7.4.2 The Manager shall exercise the rights set forth in this Section 7.4 by providing notice (the "Drag-Along Notice") to each holder of the CII Class A Preferred Units within 60 days after the execution of the contract for the sale of the Drag-Offered Interest (the "Drag Contact") and not less than 45 days prior to the consummation of the sale contemplated by the Drag Contract.
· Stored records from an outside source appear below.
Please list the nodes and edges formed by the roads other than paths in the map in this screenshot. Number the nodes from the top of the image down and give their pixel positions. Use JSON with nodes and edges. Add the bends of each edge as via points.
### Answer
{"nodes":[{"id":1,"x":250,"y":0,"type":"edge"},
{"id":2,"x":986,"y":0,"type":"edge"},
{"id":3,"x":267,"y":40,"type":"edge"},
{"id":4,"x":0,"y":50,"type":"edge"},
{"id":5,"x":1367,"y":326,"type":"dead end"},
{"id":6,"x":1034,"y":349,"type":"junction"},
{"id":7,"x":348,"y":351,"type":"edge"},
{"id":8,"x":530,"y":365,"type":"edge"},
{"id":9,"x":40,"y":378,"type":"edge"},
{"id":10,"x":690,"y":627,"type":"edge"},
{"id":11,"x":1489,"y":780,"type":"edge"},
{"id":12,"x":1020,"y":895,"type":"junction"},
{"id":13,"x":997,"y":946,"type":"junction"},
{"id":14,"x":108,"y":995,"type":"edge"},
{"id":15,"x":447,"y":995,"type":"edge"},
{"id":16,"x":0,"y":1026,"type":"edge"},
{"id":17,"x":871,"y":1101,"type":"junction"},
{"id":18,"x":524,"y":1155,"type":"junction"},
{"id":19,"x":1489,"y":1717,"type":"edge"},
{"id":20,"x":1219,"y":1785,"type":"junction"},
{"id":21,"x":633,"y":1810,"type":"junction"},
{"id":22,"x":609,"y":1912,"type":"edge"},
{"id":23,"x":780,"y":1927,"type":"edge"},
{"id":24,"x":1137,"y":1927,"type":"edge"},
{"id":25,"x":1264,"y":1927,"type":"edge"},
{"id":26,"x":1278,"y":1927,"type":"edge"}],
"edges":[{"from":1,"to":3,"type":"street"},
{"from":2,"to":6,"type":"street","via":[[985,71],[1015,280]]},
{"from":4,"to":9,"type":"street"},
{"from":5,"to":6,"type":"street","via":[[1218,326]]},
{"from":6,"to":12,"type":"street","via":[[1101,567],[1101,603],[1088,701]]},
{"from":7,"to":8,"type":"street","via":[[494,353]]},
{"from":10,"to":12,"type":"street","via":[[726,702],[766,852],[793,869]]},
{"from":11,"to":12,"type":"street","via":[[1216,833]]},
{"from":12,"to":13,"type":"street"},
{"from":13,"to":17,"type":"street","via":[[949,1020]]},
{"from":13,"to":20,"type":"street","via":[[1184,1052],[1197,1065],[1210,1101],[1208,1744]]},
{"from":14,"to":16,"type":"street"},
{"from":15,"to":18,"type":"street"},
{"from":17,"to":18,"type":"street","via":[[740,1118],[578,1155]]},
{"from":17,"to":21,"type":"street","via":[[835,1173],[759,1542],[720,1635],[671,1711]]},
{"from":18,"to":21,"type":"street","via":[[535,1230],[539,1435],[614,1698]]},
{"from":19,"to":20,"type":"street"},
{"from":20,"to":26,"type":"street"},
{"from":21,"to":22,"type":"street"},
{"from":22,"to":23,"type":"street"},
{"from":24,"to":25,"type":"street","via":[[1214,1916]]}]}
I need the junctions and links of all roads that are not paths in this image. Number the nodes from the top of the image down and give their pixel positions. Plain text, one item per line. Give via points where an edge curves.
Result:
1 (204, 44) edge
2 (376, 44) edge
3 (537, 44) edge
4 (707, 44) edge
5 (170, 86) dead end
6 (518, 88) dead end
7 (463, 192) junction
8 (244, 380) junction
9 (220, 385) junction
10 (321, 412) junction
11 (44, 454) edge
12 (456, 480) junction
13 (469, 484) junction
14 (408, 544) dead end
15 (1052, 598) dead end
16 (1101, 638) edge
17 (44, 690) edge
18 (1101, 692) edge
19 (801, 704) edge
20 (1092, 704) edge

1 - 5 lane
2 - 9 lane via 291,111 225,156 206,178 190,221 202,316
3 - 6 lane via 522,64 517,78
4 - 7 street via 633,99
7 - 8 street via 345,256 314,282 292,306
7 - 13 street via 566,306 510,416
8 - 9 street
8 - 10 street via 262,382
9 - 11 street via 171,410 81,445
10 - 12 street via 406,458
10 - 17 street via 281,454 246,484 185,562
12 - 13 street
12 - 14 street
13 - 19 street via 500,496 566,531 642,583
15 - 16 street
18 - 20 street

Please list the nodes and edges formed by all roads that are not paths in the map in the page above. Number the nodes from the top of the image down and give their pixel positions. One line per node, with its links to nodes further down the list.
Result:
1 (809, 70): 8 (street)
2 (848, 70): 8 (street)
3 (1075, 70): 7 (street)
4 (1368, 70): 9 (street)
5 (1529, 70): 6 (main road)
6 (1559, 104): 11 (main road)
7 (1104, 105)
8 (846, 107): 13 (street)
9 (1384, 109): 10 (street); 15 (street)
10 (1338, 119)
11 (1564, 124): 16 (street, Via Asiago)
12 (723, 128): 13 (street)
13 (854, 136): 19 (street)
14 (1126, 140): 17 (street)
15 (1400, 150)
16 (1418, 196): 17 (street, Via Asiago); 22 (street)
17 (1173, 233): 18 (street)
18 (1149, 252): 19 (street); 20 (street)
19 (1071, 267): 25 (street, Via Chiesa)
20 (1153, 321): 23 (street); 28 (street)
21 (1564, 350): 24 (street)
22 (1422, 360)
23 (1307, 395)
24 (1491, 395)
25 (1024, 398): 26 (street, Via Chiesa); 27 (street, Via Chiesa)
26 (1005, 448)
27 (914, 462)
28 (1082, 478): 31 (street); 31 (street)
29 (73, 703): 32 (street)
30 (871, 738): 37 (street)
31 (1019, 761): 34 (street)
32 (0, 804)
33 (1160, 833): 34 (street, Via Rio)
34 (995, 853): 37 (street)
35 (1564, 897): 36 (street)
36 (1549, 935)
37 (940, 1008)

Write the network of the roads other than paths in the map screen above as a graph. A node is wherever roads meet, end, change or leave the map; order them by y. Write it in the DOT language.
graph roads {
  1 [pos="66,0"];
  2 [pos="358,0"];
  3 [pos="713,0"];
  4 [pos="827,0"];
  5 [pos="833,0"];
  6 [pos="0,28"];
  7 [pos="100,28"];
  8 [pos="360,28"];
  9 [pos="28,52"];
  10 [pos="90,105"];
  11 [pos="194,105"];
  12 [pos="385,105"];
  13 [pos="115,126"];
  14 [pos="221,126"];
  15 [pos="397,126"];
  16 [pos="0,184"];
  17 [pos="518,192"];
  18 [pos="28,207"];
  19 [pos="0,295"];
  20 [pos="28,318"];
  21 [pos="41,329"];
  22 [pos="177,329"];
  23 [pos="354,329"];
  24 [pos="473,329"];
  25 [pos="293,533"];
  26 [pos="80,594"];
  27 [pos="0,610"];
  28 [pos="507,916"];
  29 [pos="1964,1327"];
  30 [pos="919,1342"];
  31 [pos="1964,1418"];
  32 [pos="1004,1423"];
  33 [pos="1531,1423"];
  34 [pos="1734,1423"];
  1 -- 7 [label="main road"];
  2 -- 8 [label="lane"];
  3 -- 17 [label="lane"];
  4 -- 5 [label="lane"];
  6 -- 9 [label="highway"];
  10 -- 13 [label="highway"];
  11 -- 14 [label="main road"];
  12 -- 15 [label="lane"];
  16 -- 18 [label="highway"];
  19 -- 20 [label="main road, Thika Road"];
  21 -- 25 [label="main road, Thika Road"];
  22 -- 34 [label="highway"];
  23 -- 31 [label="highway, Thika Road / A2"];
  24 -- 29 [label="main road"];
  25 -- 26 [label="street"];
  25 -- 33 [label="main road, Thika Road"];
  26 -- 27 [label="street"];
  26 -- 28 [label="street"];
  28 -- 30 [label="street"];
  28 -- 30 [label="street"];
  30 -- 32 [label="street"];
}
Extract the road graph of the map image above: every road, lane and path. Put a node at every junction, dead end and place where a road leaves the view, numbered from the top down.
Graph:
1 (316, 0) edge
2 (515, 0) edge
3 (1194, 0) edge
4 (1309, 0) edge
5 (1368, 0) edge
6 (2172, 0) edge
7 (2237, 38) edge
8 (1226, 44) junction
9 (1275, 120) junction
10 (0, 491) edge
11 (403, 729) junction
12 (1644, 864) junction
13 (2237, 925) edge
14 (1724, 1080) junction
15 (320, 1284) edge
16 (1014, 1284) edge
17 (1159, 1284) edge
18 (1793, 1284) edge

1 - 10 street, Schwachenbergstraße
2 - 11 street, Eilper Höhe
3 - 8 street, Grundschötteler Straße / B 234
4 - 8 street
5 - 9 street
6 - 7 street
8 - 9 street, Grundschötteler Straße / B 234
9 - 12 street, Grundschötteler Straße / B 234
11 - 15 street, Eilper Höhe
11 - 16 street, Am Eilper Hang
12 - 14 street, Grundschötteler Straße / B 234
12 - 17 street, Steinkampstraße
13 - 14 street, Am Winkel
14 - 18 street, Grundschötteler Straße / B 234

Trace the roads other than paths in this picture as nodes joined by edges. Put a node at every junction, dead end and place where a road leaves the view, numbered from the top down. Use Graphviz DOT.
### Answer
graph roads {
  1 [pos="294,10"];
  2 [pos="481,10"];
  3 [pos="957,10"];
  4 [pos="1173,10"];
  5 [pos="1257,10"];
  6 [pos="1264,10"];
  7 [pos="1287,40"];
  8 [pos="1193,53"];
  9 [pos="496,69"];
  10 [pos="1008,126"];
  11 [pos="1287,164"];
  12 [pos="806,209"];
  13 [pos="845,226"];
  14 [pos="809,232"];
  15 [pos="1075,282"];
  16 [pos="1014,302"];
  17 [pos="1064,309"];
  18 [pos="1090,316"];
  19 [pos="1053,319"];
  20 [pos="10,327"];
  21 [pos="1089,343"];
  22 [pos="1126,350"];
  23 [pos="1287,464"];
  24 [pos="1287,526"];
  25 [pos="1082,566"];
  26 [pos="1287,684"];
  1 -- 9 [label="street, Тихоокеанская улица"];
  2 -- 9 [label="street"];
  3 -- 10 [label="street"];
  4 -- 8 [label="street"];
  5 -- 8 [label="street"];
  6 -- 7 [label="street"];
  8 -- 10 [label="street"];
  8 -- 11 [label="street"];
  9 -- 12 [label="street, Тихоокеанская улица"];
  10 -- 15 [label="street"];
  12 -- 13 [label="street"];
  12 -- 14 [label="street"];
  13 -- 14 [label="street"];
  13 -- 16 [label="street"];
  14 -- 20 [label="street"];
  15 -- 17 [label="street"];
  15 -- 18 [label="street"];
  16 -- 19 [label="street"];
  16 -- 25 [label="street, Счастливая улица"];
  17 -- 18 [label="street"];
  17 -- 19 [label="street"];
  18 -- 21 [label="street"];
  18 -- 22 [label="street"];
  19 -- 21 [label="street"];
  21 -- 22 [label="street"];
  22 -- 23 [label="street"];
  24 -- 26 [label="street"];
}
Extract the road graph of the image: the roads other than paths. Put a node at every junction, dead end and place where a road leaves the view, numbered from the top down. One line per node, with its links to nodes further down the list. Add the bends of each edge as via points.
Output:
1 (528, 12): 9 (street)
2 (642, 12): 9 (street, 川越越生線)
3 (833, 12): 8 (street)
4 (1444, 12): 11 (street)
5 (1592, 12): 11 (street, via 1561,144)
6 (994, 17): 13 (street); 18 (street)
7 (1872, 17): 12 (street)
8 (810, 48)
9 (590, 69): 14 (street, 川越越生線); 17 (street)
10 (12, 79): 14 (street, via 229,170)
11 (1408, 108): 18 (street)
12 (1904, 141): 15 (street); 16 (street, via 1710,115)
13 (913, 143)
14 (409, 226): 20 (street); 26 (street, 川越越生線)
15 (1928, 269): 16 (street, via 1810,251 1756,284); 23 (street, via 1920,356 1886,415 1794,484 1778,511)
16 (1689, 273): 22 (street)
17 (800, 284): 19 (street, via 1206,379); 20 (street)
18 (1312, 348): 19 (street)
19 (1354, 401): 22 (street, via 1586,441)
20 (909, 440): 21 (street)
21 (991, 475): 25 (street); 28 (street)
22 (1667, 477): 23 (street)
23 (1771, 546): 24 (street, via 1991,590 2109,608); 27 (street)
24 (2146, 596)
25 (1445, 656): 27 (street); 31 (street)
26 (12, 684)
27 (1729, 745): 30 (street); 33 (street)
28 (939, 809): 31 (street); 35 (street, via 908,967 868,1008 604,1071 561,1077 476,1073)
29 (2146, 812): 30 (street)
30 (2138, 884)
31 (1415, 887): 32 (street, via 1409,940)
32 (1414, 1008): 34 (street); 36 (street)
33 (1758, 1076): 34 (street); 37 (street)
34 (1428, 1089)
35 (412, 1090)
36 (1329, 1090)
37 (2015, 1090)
The Drag-Along Notice shall set forth (a) the number of Class A Preferred Units and Class B Units comprising the Drag-Offered Interest, and the number and type of all Units then owned by all Charter Members and all Charter Affiliates; (b) the identity of the prospective purchaser; (c) the aggregate purchase price for the Drag-Offered Interest, the form of such purchase price, and any potential adjustments to such purchase price contained in the Drag Contract; (d) an estimate of the purchase price for each Class A Preferred Unit comprising the Drag-Offered Interest (calculated with reasonable detail in accordance with the procedures set forth in Section 7.4.3); (e) a calculation of the number of Class A Preferred Units comprising the Dragged Interest of each holder of the CII Class A Preferred Units, (calculated in accordance with Section 7.4.1); (f) confirmation that the prospective purchaser has agreed to purchase Class A Preferred Units in accordance with the terms of this Section 7.4; (g) a copy of the Drag Contract and (h) a reasonable estimate of the date on which the closing of the sale of the Drag Contract will occur.
 
7.4.3 The purchase price for any Dragged Interest shall equal the amount per Class A Preferred Unit that would be distributed with respect to each Class A Preferred Unit in a hypothetical dissolution of the Company, determined by calculating the total amount that the Company would need to distribute in dissolution to all Members pursuant to this Agreement to result in dissolution proceeds to the Charter Members and Charter Affiliates with respect to the Drag-Offered Interest equal to the aggregate purchase price of the Drag-Offered Interest (as may be adjusted pursuant to the Drag Contract), assuming that the Company made a distribution of such total amount pursuant to Section 9.5. If all or any portion of the purchase price for the Drag-Offered Interest consists of property or other noncash consideration, the purchase price for each Dragged Interest shall comprise the same proportion of each item of property or other noncash consideration as is paid for the Drag-Offered Interest.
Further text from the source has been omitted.